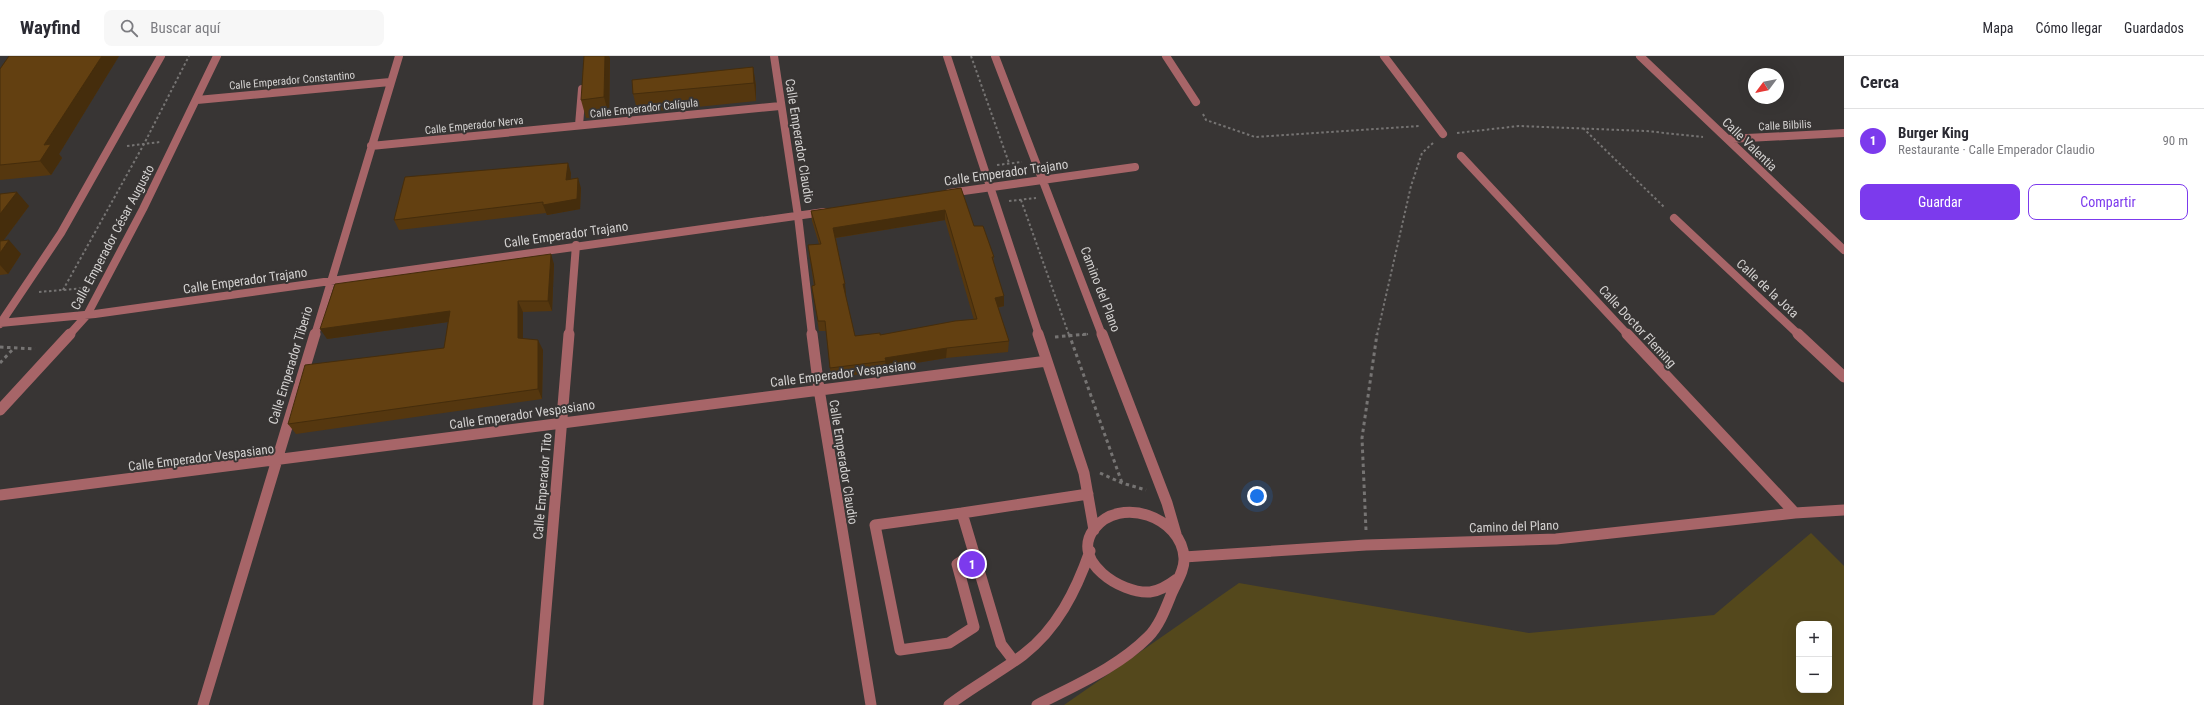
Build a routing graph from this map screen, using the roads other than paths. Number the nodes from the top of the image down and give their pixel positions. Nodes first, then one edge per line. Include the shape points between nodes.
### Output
1 (161, 56) edge
2 (217, 56) edge
3 (399, 56) edge
4 (774, 56) edge
5 (947, 56) edge
6 (995, 56) edge
7 (1166, 56) edge
8 (1384, 56) edge
9 (1640, 56) edge
10 (583, 79) edge
11 (390, 82) junction
12 (197, 100) junction
13 (1196, 102) road end
14 (780, 106) junction
15 (579, 125) junction
16 (1844, 133) edge
17 (1443, 134) road end
18 (1728, 139) junction
19 (371, 146) junction
20 (1461, 156) dead end
21 (1135, 167) dead end
22 (1044, 179) junction
23 (991, 186) junction
24 (937, 194) edge
25 (835, 210) edge
26 (798, 216) junction
27 (1674, 218) road end
28 (576, 245) junction
29 (1844, 250) edge
30 (329, 281) junction
31 (87, 315) junction
32 (0, 323) edge
33 (1047, 361) junction
34 (1844, 377) edge
35 (819, 389) junction
36 (0, 410) edge
37 (562, 423) junction
38 (275, 462) junction
39 (1088, 494) junction
40 (0, 495) edge
41 (1844, 510) edge
42 (962, 513) junction
43 (1795, 513) junction
44 (1094, 530) junction
45 (1176, 534) junction
46 (1090, 551) junction
47 (974, 553) junction
48 (1184, 557) junction
49 (1177, 579) junction
50 (1014, 661) junction
51 (203, 705) edge
52 (538, 705) edge
53 (871, 705) edge
54 (949, 705) edge
55 (1037, 705) edge

1 - 32 street via 61,233
2 - 12 street, Calle Emperador César Augusto
3 - 11 street, Calle Emperador Tiberio
4 - 14 street, Calle Emperador Claudio
5 - 23 street
6 - 22 street, Camino del Plano
7 - 13 street
8 - 17 street
9 - 18 street, Calle Valentia
10 - 15 street, Calle Emperador Calígula
11 - 12 street, Calle Emperador Constantino
11 - 19 street, Calle Emperador Tiberio
12 - 31 street, Calle Emperador César Augusto
14 - 15 street, Calle Emperador Calígula
14 - 26 street, Calle Emperador Claudio
15 - 19 street, Calle Emperador Nerva
16 - 18 street, Calle Bilbilis
18 - 29 street, Calle Valentia
19 - 30 street, Calle Emperador Tiberio
20 - 43 street, Calle Doctor Fleming
21 - 22 street, Calle Emperador Trajano
22 - 23 street, Calle Emperador Trajano
22 - 45 street, Camino del Plano via 1164,495
23 - 24 street, Calle Emperador Trajano
23 - 33 street
25 - 26 street, Calle Emperador Trajano
26 - 28 street, Calle Emperador Trajano
26 - 35 street, Calle Emperador Claudio
27 - 34 street, Calle de la Jota
28 - 30 street, Calle Emperador Trajano
28 - 37 street, Calle Emperador Tito
30 - 31 street, Calle Emperador Trajano
30 - 38 street, Calle Emperador Tiberio
31 - 32 street, Calle Emperador Trajano
31 - 36 street, Calle Emperador César Augusto
33 - 35 street, Calle Emperador Vespasiano
33 - 39 street via 1084,474
35 - 37 street, Calle Emperador Vespasiano
35 - 53 street, Calle Emperador Claudio
37 - 38 street, Calle Emperador Vespasiano
37 - 52 street, Calle Emperador Tito
38 - 40 street, Calle Emperador Vespasiano
38 - 51 street, Calle Emperador Tiberio
39 - 42 street
39 - 44 street
41 - 43 street, Camino del Plano
42 - 47 street
42 - 47 street via 875,525 900,650 949,643 974,627 957,564
43 - 48 street, Camino del Plano via 1556,539 1366,545
44 - 45 street via 1113,514 1133,512 1154,517
44 - 46 street
45 - 48 street via 1182,545
46 - 49 street via 1094,565 1104,577 1118,587 1134,592 1150,592 1165,588
46 - 50 street via 1077,584 1054,622 1040,640
47 - 50 street via 1001,644
48 - 49 street
49 - 55 street via 1166,610 1148,637 1126,656
50 - 54 street

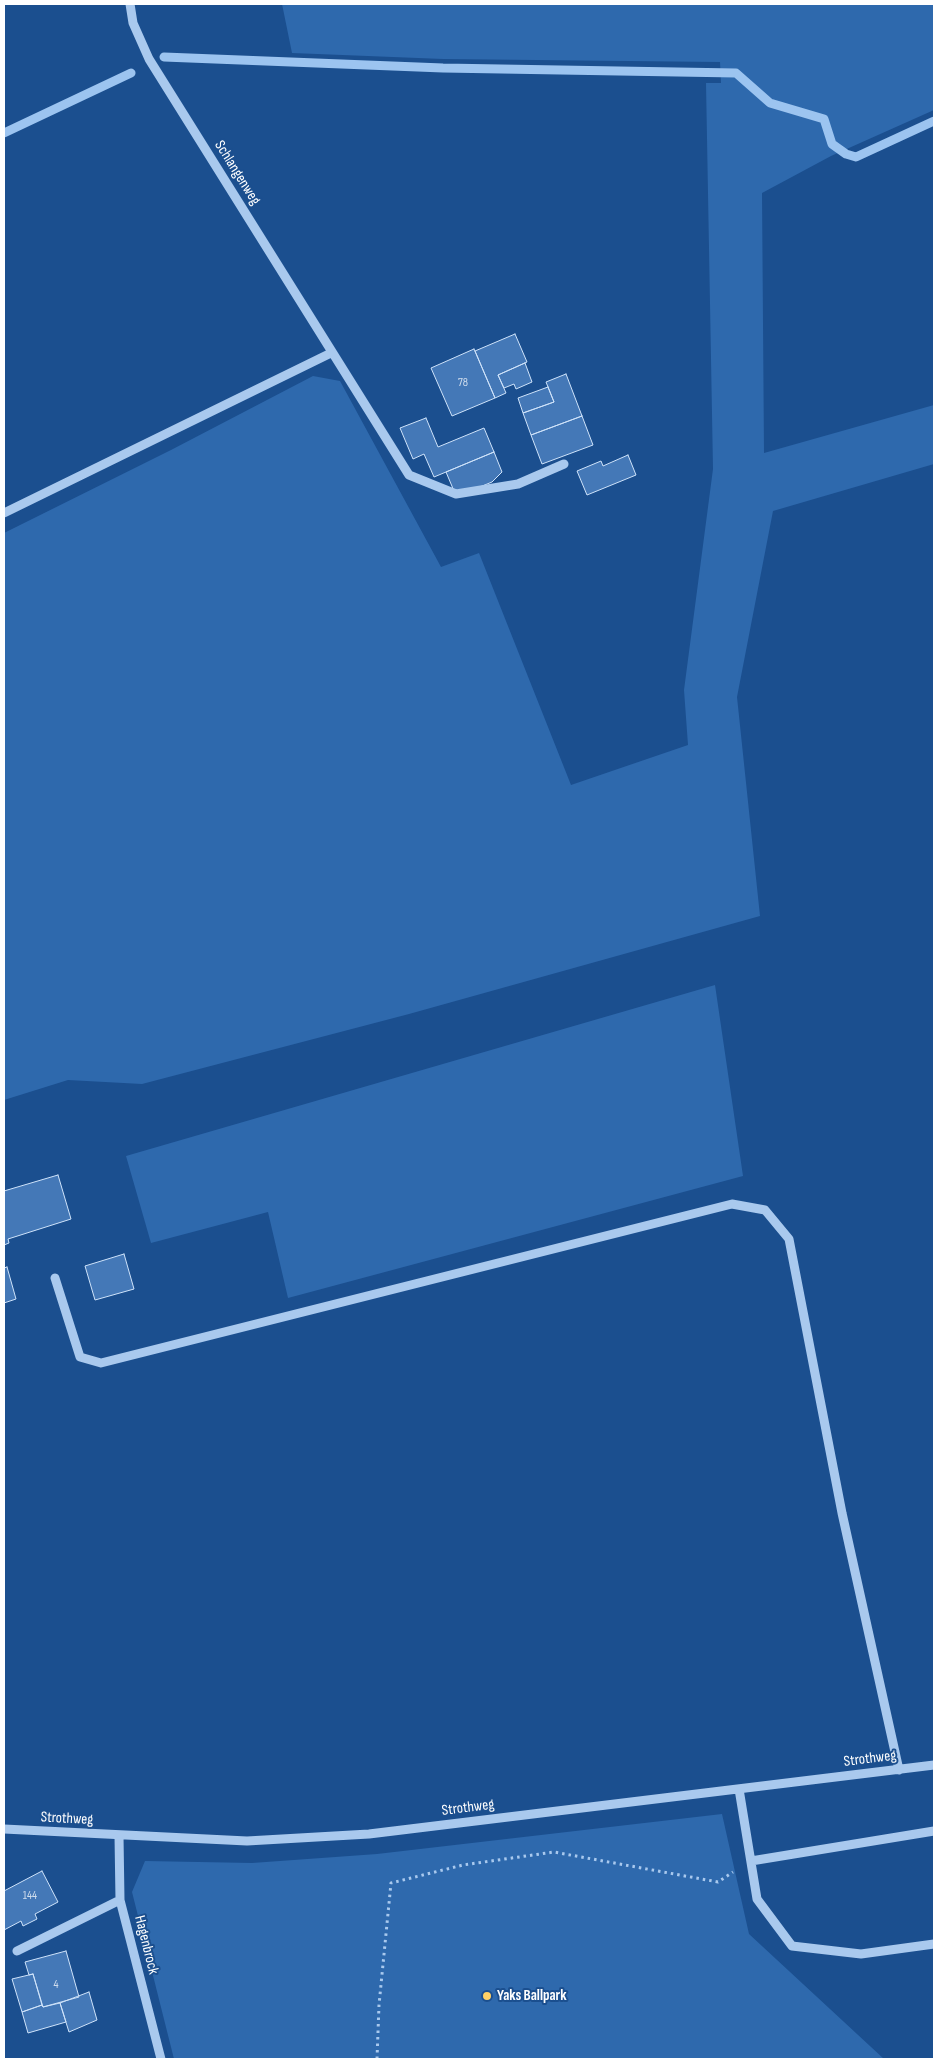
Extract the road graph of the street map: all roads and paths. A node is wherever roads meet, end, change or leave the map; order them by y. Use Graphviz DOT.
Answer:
graph roads {
  1 [pos="130,4"];
  2 [pos="331,353"];
  3 [pos="564,464"];
  4 [pos="4,513"];
  5 [pos="55,1278"];
  6 [pos="934,1765"];
  7 [pos="899,1770"];
  8 [pos="739,1789"];
  9 [pos="4,1829"];
  10 [pos="934,1831"];
  11 [pos="119,1836"];
  12 [pos="751,1861"];
  13 [pos="120,1900"];
  14 [pos="934,1944"];
  15 [pos="17,1951"];
  16 [pos="161,2059"];
  17 [pos="377,2059"];
  1 -- 2 [label="street, Schlangenweg"];
  2 -- 3 [label="street, Schlangenweg"];
  2 -- 4 [label="street"];
  5 -- 7 [label="street"];
  6 -- 7 [label="street, Strothweg"];
  7 -- 8 [label="street, Strothweg"];
  8 -- 11 [label="street, Strothweg"];
  8 -- 12 [label="street"];
  9 -- 11 [label="street, Strothweg"];
  10 -- 12 [label="street"];
  11 -- 13 [label="street, Hagenbrock"];
  12 -- 14 [label="street"];
  12 -- 17 [label="path"];
  13 -- 15 [label="street"];
  13 -- 16 [label="street, Hagenbrock"];
}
=-=-=
* Work order: Wherever a line holds the word "Trajano", copy that line out of the entries above.

* Expected output:
21 - 22 street, Calle Emperador Trajano
22 - 23 street, Calle Emperador Trajano
23 - 24 street, Calle Emperador Trajano
25 - 26 street, Calle Emperador Trajano
26 - 28 street, Calle Emperador Trajano
28 - 30 street, Calle Emperador Trajano
30 - 31 street, Calle Emperador Trajano
31 - 32 street, Calle Emperador Trajano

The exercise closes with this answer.